Saturday, September 27, 2014

Thirty Paintings-Day 27

Three to go...I am not counting or anything.  I liked this better when I had less on the canvas but the gesture is there, the essence of what attracted me to this photo of Richard and I.  I will probably go back into this one or start over but of course for the challenge I do not have the time.  So this is it.

Much was unspoken at this point.  So much left unsaid.  So much I wish I could tell him today, face to face.
                                                                    oil, 8"x10" stretched canvas

Friday, September 26, 2014

Thirty Paintings-Day 26

Today a simple ordinary fall pumpkin.  No explanation other than maybe I use to love fall and pumpkins but since Richard died on the cusp of Fall I now have an aversion to it.  But for todays purposes...

                                                                          oil,6"x6", Masonite board     


Thursday, September 25, 2014

Thirty Paintings-Day 25

Found a photo of one of my favorite spots here in Rhode Island, on the island of Jamestown.  A spot at the southern tip of Jamestown called Beavertail.  I believe it is named so because of the outcropping of rock which kind of reminds one of flattened tails of the beaver.  At least it does me.  The sunsets are spectacular from Beavertail because one looks west across the bay.  The sunsets  leave beautiful reflections on the water, so a double treat if you will.

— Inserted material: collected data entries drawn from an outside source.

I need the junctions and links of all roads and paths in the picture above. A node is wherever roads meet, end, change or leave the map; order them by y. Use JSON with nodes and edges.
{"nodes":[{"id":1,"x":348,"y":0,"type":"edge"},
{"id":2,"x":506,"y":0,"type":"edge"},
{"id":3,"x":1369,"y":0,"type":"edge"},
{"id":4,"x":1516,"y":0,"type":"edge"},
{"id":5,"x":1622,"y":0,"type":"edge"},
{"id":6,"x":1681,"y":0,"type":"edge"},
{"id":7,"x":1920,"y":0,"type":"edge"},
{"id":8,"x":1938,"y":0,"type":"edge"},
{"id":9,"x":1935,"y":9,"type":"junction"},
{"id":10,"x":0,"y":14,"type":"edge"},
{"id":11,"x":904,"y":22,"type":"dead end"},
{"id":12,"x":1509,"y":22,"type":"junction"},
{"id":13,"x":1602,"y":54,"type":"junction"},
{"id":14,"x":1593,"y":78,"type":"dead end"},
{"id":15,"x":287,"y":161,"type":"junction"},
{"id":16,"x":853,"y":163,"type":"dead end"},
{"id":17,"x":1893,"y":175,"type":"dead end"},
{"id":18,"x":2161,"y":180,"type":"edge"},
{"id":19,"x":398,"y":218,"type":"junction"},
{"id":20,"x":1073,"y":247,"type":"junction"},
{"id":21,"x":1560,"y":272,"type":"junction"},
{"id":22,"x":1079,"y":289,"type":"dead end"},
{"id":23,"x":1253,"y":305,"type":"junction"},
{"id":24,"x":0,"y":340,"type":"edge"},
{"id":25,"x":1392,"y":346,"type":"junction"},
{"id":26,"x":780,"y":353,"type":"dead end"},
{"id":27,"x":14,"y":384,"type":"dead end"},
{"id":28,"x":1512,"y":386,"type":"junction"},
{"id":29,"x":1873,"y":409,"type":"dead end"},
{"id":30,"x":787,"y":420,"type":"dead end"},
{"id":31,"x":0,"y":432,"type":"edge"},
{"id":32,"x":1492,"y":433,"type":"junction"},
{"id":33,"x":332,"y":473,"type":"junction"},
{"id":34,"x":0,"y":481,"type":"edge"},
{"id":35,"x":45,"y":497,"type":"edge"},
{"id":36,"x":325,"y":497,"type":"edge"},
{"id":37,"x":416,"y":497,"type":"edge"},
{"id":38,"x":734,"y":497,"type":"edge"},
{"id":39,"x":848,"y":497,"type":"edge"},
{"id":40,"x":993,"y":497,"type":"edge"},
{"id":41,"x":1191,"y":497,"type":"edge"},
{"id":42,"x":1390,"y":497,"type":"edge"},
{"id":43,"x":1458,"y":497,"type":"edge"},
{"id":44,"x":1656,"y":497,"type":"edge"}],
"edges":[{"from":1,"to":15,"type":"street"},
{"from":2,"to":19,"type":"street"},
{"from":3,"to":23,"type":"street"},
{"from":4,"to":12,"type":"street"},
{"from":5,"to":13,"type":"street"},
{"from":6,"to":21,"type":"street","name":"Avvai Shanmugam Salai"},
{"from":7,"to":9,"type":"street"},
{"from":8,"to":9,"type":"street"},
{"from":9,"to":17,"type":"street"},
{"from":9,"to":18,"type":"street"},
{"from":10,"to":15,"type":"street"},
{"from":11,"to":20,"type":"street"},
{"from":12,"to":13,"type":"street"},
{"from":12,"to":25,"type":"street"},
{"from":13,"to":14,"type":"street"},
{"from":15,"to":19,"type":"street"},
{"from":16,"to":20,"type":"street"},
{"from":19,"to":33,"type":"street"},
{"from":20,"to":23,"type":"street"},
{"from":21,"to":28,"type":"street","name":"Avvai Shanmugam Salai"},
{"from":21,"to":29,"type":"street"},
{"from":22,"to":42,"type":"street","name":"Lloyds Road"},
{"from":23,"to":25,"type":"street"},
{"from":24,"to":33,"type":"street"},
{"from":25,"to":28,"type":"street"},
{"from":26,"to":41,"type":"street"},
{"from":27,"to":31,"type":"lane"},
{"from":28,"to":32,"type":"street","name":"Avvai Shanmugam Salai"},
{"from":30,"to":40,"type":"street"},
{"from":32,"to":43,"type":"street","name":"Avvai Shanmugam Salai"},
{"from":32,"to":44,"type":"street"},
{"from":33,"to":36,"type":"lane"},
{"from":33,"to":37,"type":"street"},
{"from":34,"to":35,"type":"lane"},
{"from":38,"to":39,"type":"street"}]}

Another hard day of grief...waves after wave plus a sick dog which required an expensive vet visit which just produced more tears.  She is twelve and psychologically, my last link to my husband.  As I wrote earlier this month she was with me that morning he died.  I am so not ready to loose her.  It appears she has Horner's Syndrome.

                                                                   Sunset With You
                                                                   oil, 8"x8" Masonite

Wednesday, September 24, 2014

Thirty Paintings-Day 24

Just a little study today focus on the curvilinear shapes of the Snake plant leaves. Done in oil on 8"x8" canvas board.